Yes, there is another exit that the kitchen staff may use.  This ramp is by far the most convienent, and most likely to be used.  The kitchen staff can either go out this door, straight to the parking lot, or wade through the entire dining area and go out the front door.

And to clarify - my focus was not on an accessible path, just the fact that handrails are required on ramps if the vertical rise is greater than 6".

And finally - what I was really getting at was the difference between a required means of egress, and a means of egress.  If I walk out the door, and there's no exit sign present, is it still a means of egress?


----------



## brudgers (May 17, 2011)

Darren Emery said:
			
		

> If I walk out the door, and there's no exit sign present, is it still a means of egress?


[socratic Question] What is a means of egress?


----------



## mark handler (May 18, 2011)

2006 INTERNATIONAL BUILDING CODE®

1010.2 Slope. *Ramps used as part of a means of egress* shall have a running slope not steeper than one unit vertical in 12 units horizontal (8-percent slope). The slope of other pedestrian ramps shall not be steeper than one unit vertical in eight units horizontal (12.5-percent slope).

Exception: An aisle ramp slope in occupancies of Group A shall comply with Section 1025.11.


----------



## Darren Emery (May 18, 2011)

brudgers said:
			
		

> [socratic Question] What is a means of egress?


Smart alec student answer:

MEANS OF EGRESS. A continuous and unobstructed path

of vertical and horizontal egress travel from any occupied portion

of a building or structure to a public way. A means of

egress consists of three separate and distinct parts: the exit

access, the exit and the exit discharge

Having now spent time reading and re-reading 1010 I'm convinced the authors of that section were not all on the same page.  The charging paragraph tells us this section applies to ramps used a means of egress, and then the section is peppered with statements about "other "ramps, ramps not used as means of egress, and "all ramps."  The commentary (I know, not enforceable, but usefull at times) says that all ramps, even those not used as means of egress shall comply.

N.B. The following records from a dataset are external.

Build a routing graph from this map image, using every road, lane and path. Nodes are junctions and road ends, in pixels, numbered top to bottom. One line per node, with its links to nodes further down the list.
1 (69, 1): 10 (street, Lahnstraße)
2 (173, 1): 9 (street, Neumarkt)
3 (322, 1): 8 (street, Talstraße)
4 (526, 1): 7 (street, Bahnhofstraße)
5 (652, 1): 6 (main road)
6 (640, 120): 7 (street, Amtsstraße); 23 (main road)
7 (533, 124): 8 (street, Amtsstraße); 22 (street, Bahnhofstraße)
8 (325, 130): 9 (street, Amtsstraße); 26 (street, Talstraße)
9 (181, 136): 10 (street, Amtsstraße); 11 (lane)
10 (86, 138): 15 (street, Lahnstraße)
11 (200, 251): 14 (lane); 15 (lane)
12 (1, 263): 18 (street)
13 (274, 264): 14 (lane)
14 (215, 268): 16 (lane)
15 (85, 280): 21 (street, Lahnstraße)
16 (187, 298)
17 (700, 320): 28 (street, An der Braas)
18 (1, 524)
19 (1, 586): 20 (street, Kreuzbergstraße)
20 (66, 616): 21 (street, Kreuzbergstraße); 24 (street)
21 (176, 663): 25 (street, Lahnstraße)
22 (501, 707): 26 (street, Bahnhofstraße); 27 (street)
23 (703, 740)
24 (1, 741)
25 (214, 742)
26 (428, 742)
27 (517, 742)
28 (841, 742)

Bottom line question:  _should_ a 45' long ramp with over 3 feet of elevation change have handrails?


----------



## texasbo (May 18, 2011)

You are right that the code language is not consistent. All over the code, the term "required means of egress" is used, and in other places, the word "required" is left out . This leads one to believe that there is an intentional distinction made between required and other means of egress. For ramps (and as I said earlier, for additional doors), the word required is left out, leading one to believe that if they are used for egress at all, they must comply.

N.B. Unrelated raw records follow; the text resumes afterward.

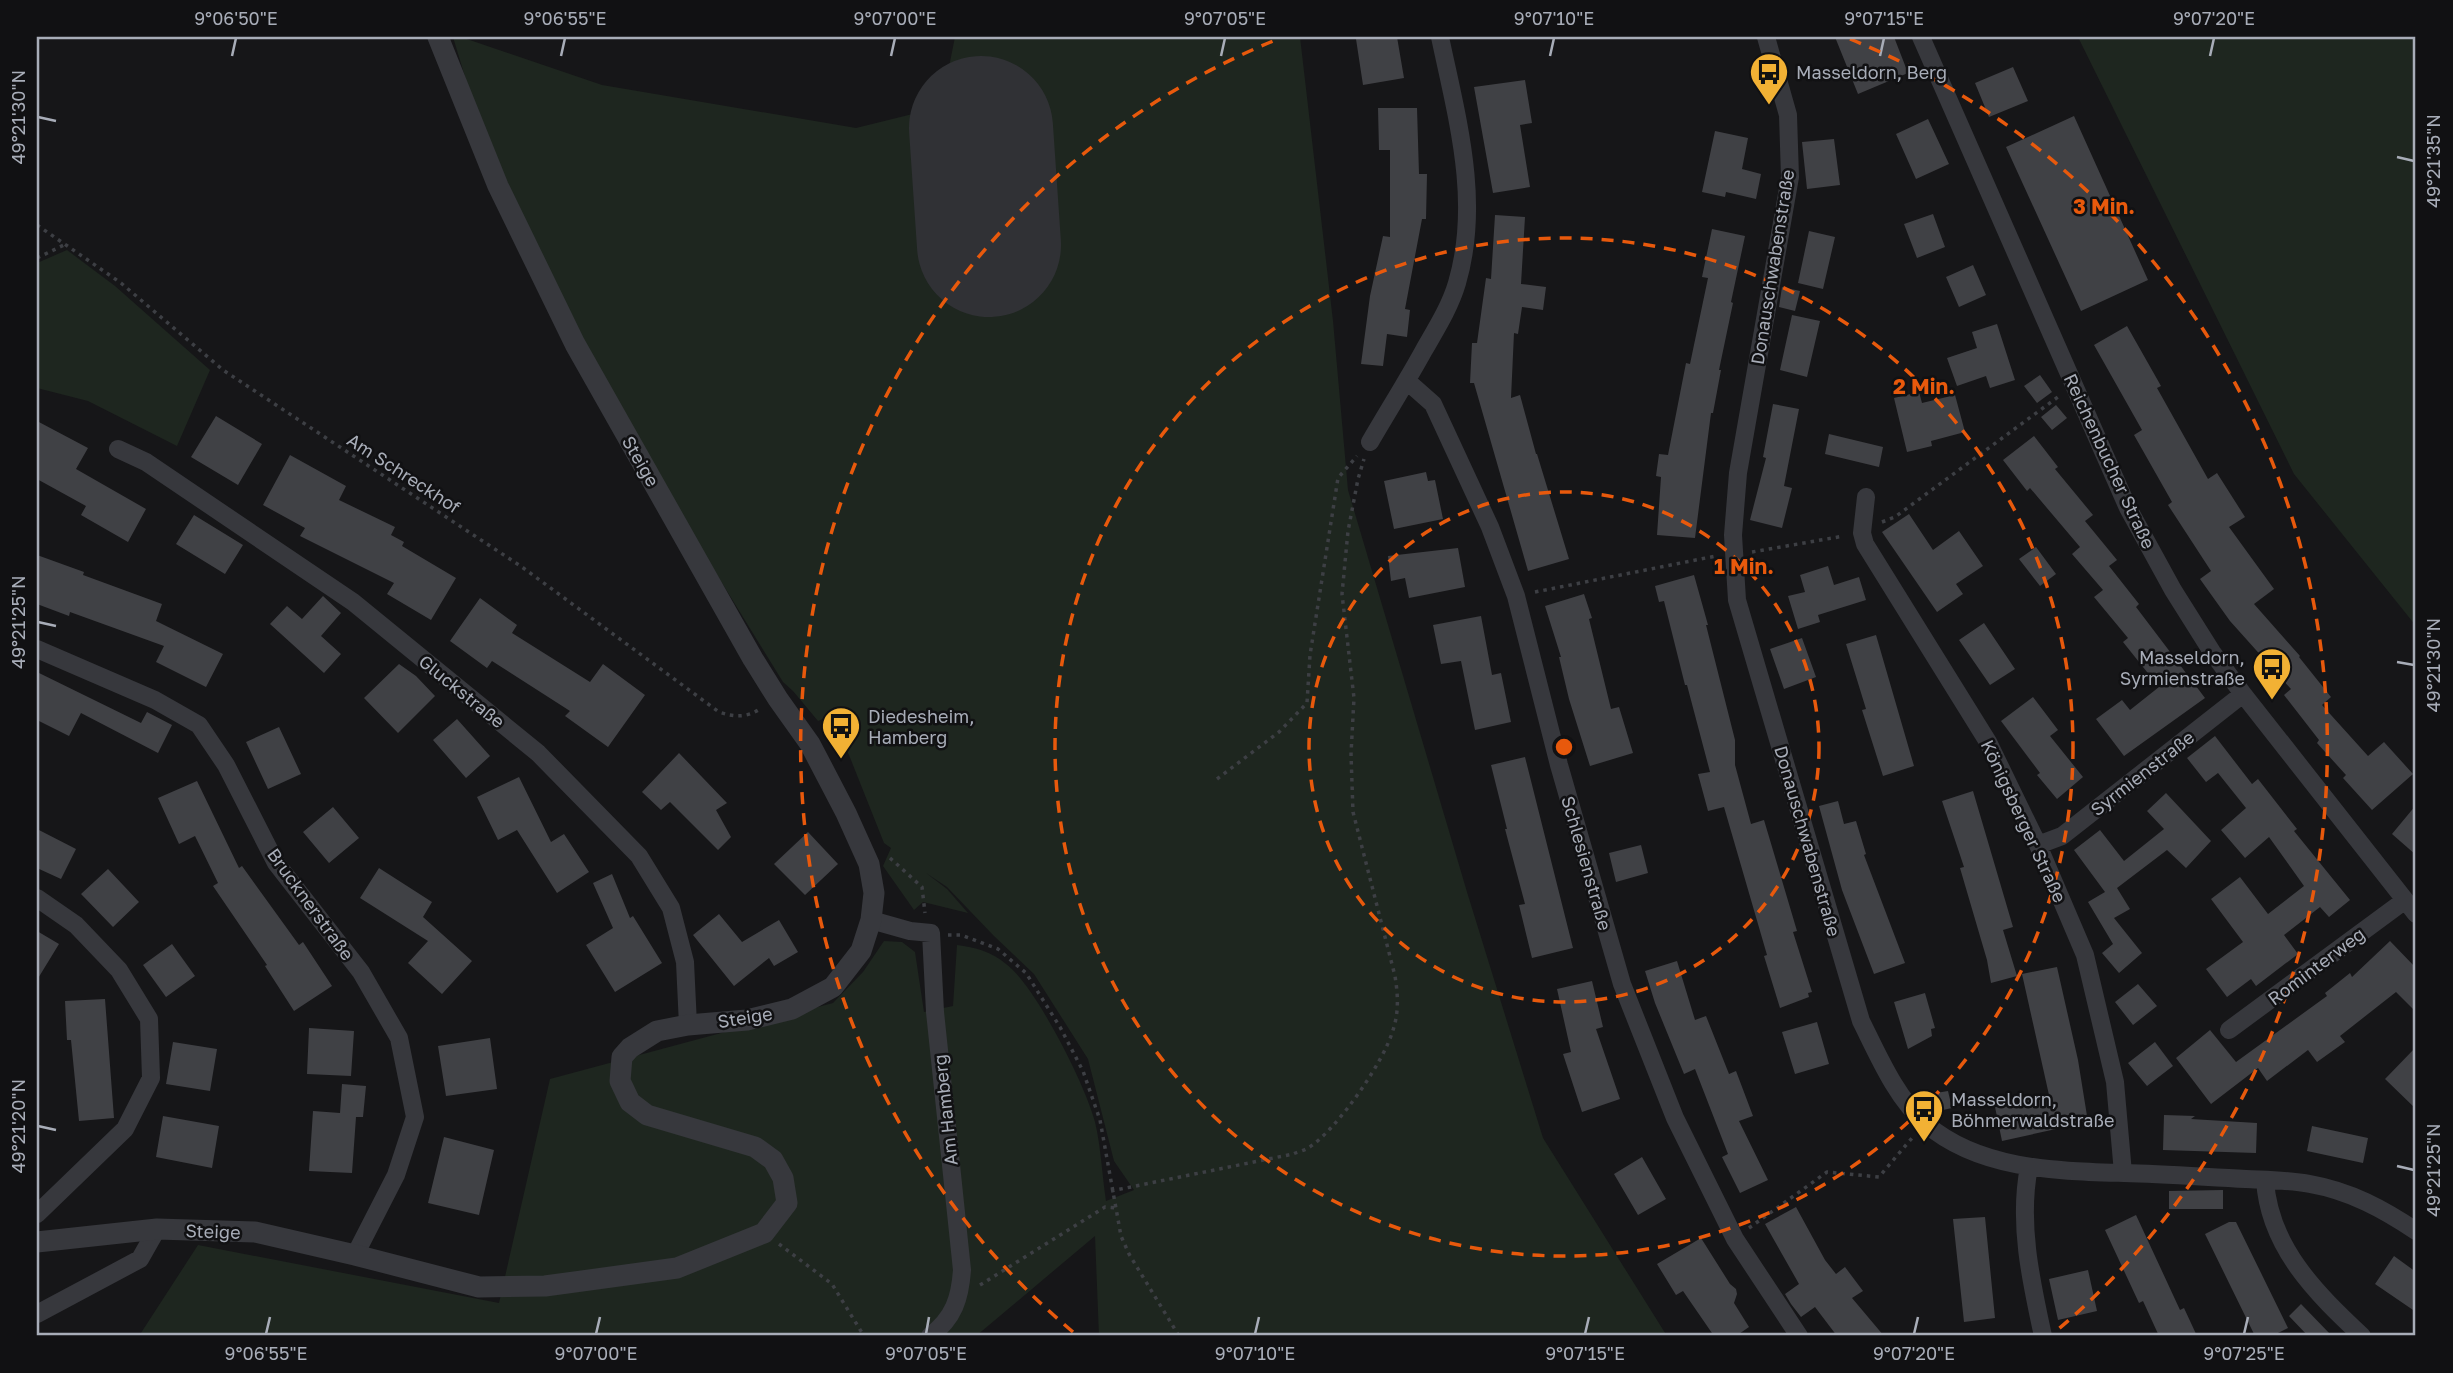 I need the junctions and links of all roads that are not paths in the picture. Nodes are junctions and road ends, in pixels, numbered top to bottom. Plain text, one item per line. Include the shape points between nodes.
1 (438, 37) edge
2 (1440, 37) edge
3 (1766, 37) edge
4 (1921, 37) edge
5 (1407, 381) junction
6 (1370, 442) road end
7 (118, 449) dead end
8 (1866, 497) dead end
9 (37, 649) edge
10 (2243, 694) junction
11 (2038, 845) junction
12 (37, 898) edge
13 (2410, 907) edge
14 (872, 920) junction
15 (688, 1025) junction
16 (2229, 1030) dead end
17 (2029, 1167) junction
18 (2123, 1173) junction
19 (2265, 1180) junction
20 (37, 1214) edge
21 (157, 1229) junction
22 (2416, 1231) edge
23 (37, 1242) edge
24 (355, 1255) junction
25 (37, 1314) edge
26 (930, 1336) edge
27 (1800, 1336) edge
28 (2043, 1336) edge
29 (2362, 1336) edge

1 - 14 street, Steige via 498,186 575,344 846,813 869,864
2 - 5 street via 1463,147 1467,234 1457,284
3 - 17 street, Donauschwabenstraße via 1788,115 1790,177 1738,473 1737,600 1860,1021 1892,1082 1924,1123 1952,1142
4 - 10 street, Reichenbucher Straße via 2127,508
5 - 6 street
5 - 27 street, Schlesienstraße via 1433,404 1490,527 1516,596 1622,984 1675,1118 1735,1239
7 - 15 street, Gluckstraße via 146,462 354,602 538,753 639,856 671,908 685,962
8 - 11 street, Königsberger Straße via 1865,544 1988,742
9 - 24 street, Brucknerstraße via 155,699 199,725 226,765 276,863 361,972 399,1038 415,1117 396,1175
10 - 11 street, Syrmienstraße via 2062,836
10 - 13 street, Reichenbucher Straße
11 - 18 street, Königsberger Straße via 2085,955 2115,1082
12 - 20 street via 76,925 119,970 149,1019 151,1078 125,1129
13 - 16 street, Rominterweg
14 - 15 street, Steige via 861,951 833,988 781,1012
14 - 26 street, Am Hamberg via 931,933 962,1270 958,1303
15 - 24 street, Steige via 657,1031 630,1048 622,1057 621,1081 630,1102 647,1115 755,1147 773,1160 783,1178 787,1203 764,1233 677,1268 545,1286 479,1287
17 - 18 street, Donauschwabenstraße
17 - 28 street via 2025,1191 2029,1269
18 - 19 street, Donauschwabenstraße
19 - 22 street, Donauschwabenstraße via 2344,1192 2384,1209
19 - 29 street via 2273,1226 2293,1262 2319,1296
21 - 23 street, Steige
21 - 24 street, Steige via 256,1233
21 - 25 street via 140,1259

In other discussions, there have been those who have said if an exit sign is over the door, then it has to comply, and if not, it doesn't. I think this is making up code as you go. If the door/ramp/stair etc is provided and meant for egress, whether required or not, then in my opinion, they must comply.


----------



## Rick18071 (May 18, 2011)

This seems simple to me,

*MEANS OF EGRESS*. a continuous and unobstructed path of vertical and horizontal egress travel from any occupied portion of a building or structure to a public way. A means of egress consists of three separate and distinct parts: the exit access, the exit and the exit discharge.

Don't see the word "required" here.

Does the ramp fit this description? Does it have the three parts? then it is a means of eggress and must be built to code.

*Ramp.* a walking surface that has a running slope steeper than one unit in 20 units horizontal (5% slope).

Does the ramp fit this desription? Then it is a ramp and must be built to code.


----------



## brudgers (May 18, 2011)

Darren Emery said:
			
		

> Smart alec student answer: MEANS OF EGRESS. A continuous and unobstructed path
> 
> of vertical and horizontal egress travel from any occupied portion
> 
> ...


That's not smart alec, it's exactly what is needed - looking at the basics to determine how to classify it.

The commentary is just plain wrong in using the platonic "all" because the code is intended to be applied in a case by case manner (for example, ramps in parking structures often do not conform to the requirements even though people must walk on them to reach their cars (in case you didn't like my previous example using sidewalks)).

Bottom line, where does it fall between an egress ramp and Robbie Knievel's ramp?


----------



## steveray (May 18, 2011)

Darren Emery said:
			
		

> Smart alec student answer: MEANS OF EGRESS. A continuous and unobstructed path
> 
> of vertical and horizontal egress travel from any occupied portion
> 
> ...


And then edge protection, and landings every 30', and......


----------